The user has to define (at least) 2 main components:

  • a dataset compatible with GFlowNetDataset (see gt4sd/frameworks/gflownet/tests/qm9.py)

  • a task compatible with GFlowNetTask where defining the reward function (see gt4sd/frameworks/gflownet/tests/qm9.py).

Here we are assuming that:

  • an environment compatible with GraphBuildingEnvironment for graph-based problems is implemented in envs/graph_building_env.py;

  • a context compatible with GraphBuildingEnvContext to specify how to use the basic building blocks in the environment is implemented in envs/mol_building_env.py;

  • action in the environment is discrete and prescribed by GraphActionCategorical for graph-based problems in envs/graph_building_env.py.

A note on the requirements

GFN relies on pytorch_lightning and pytorch_geometric. We recommend training GFN on GPU and checking the pytorch_geomtric requirements for your environment.

Debugging

Training GFN can be a long process. To debug your training pipeline, set development=True. This will activate fast_dev_run functionality in the pytorch_lightning trainer. If training gets stuck and the dataloader does not yield data, set num_workers=0.

Minimal training example

Here we provide a minimal traninng script. We implemented a dataset and task in the examples folder and rely on environment, context and training routines in frameworks.
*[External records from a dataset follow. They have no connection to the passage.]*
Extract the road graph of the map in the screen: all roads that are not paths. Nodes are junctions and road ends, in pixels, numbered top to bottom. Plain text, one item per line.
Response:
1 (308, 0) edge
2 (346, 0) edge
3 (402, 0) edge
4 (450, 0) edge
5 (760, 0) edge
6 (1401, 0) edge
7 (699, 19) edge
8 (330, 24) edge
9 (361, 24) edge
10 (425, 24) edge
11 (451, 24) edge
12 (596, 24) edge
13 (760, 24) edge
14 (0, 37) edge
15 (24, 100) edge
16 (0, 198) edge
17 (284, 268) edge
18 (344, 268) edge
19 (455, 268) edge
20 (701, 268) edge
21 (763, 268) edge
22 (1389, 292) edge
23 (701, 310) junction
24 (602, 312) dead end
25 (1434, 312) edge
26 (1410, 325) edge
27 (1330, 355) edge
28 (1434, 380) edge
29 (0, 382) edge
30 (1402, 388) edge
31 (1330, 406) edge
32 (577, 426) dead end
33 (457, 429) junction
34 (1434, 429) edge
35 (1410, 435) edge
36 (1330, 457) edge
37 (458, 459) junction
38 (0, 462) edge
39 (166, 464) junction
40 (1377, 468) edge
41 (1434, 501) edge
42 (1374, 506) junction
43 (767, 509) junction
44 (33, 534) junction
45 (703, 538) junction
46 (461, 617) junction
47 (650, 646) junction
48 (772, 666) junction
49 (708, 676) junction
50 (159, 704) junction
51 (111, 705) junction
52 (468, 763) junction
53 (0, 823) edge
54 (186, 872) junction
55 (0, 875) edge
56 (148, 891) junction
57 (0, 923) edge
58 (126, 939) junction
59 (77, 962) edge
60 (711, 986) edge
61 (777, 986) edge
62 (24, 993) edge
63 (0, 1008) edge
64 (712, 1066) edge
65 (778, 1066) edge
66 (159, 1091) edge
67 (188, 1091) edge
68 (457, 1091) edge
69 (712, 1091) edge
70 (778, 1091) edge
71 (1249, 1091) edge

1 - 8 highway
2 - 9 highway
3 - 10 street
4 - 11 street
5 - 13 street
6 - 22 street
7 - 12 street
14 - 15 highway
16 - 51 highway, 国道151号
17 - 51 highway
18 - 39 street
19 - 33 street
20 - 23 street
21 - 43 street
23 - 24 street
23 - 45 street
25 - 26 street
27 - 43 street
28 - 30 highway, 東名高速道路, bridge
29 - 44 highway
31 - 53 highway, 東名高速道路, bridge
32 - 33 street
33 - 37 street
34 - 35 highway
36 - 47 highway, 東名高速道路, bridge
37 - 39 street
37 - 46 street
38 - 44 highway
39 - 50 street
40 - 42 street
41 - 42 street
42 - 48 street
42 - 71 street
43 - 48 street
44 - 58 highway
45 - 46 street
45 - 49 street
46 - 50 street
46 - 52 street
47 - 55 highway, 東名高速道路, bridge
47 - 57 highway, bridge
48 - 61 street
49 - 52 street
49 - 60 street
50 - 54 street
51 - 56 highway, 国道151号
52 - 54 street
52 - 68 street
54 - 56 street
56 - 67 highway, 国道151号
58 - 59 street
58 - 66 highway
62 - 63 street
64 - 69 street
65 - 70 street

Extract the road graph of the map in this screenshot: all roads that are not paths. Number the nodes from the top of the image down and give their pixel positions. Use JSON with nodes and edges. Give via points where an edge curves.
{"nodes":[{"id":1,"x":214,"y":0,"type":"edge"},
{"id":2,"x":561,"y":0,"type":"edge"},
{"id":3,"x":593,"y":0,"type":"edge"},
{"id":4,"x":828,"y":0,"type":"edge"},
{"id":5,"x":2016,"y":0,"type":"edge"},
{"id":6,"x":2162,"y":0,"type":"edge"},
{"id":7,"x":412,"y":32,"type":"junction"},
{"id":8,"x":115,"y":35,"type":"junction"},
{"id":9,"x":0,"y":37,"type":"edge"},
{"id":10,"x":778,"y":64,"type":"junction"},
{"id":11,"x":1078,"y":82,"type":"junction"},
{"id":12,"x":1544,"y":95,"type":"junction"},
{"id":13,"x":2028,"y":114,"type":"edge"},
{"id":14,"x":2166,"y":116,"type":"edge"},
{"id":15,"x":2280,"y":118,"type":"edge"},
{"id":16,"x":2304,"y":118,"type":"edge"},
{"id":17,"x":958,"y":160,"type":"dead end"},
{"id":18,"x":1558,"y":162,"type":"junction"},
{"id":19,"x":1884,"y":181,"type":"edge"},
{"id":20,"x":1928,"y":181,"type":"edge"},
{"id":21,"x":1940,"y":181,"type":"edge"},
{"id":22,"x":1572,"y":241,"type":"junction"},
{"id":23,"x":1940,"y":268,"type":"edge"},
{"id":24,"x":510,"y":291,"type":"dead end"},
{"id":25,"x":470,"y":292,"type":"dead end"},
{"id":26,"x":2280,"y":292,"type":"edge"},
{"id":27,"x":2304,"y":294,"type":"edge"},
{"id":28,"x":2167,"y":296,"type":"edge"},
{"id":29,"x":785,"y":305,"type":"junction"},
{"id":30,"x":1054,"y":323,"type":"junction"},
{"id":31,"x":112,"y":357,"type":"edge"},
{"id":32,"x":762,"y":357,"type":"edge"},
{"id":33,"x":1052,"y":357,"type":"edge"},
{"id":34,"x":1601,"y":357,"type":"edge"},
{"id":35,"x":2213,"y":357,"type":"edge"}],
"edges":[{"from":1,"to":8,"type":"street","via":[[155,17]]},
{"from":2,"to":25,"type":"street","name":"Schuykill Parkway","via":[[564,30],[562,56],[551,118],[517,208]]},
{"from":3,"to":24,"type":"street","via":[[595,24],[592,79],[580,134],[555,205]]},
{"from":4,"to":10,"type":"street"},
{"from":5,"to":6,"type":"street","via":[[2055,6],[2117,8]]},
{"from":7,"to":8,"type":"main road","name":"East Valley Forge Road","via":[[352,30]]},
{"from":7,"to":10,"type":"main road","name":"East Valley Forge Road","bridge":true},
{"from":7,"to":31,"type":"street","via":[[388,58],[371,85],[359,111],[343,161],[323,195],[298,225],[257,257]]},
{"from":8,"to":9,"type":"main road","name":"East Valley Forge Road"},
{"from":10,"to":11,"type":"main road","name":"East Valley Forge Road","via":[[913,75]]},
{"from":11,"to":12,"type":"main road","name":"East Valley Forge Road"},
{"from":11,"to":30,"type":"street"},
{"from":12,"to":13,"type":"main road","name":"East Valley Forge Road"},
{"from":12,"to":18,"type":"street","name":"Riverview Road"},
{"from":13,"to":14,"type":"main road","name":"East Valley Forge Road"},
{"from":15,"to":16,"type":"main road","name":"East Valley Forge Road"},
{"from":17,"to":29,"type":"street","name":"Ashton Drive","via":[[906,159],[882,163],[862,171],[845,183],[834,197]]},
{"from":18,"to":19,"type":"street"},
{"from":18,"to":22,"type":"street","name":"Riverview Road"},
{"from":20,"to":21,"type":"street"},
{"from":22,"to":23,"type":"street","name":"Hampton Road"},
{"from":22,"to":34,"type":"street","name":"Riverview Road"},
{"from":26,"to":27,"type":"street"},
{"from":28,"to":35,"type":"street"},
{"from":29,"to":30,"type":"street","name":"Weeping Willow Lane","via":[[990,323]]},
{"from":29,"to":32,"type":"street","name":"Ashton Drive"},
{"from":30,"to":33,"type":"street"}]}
from gt4sd.frameworks.gflownet.arg_parser.parser import parse_arguments_from_config
from gt4sd.frameworks.gflownet.envs.graph_building_env import GraphBuildingEnv
from gt4sd.frameworks.gflownet.envs.mol_building_env import MolBuildingEnvContext
from gt4sd.frameworks.gflownet.tests.qm9 import QM9Dataset, QM9GapTask
from gt4sd.frameworks.gflownet.train.core import train_gflownet


def main():
    """Run basic GFN training on QM9."""

    configuration = {"dataset": "qm9", "dataset_path": "/GFN/qm9.h5", "device": "cpu"}
    # add user configuration
    configuration.update(vars(parse_arguments_from_config()))

    # build the environment and context
    environment = GraphBuildingEnv()
    context = MolBuildingEnvContext()
    # build the dataset
    dataset = QM9Dataset(configuration["dataset_path"], target="gap")
    # build the task
    task = QM9GapTask(
        configuration=configuration,
        dataset=dataset,
    )
    # train gflownet
    train_gflownet(
        configuration=configuration,
        dataset=dataset,
        environment=environment,
        context=context,
        task=task,
    )


if __name__ == "__main__":
    main()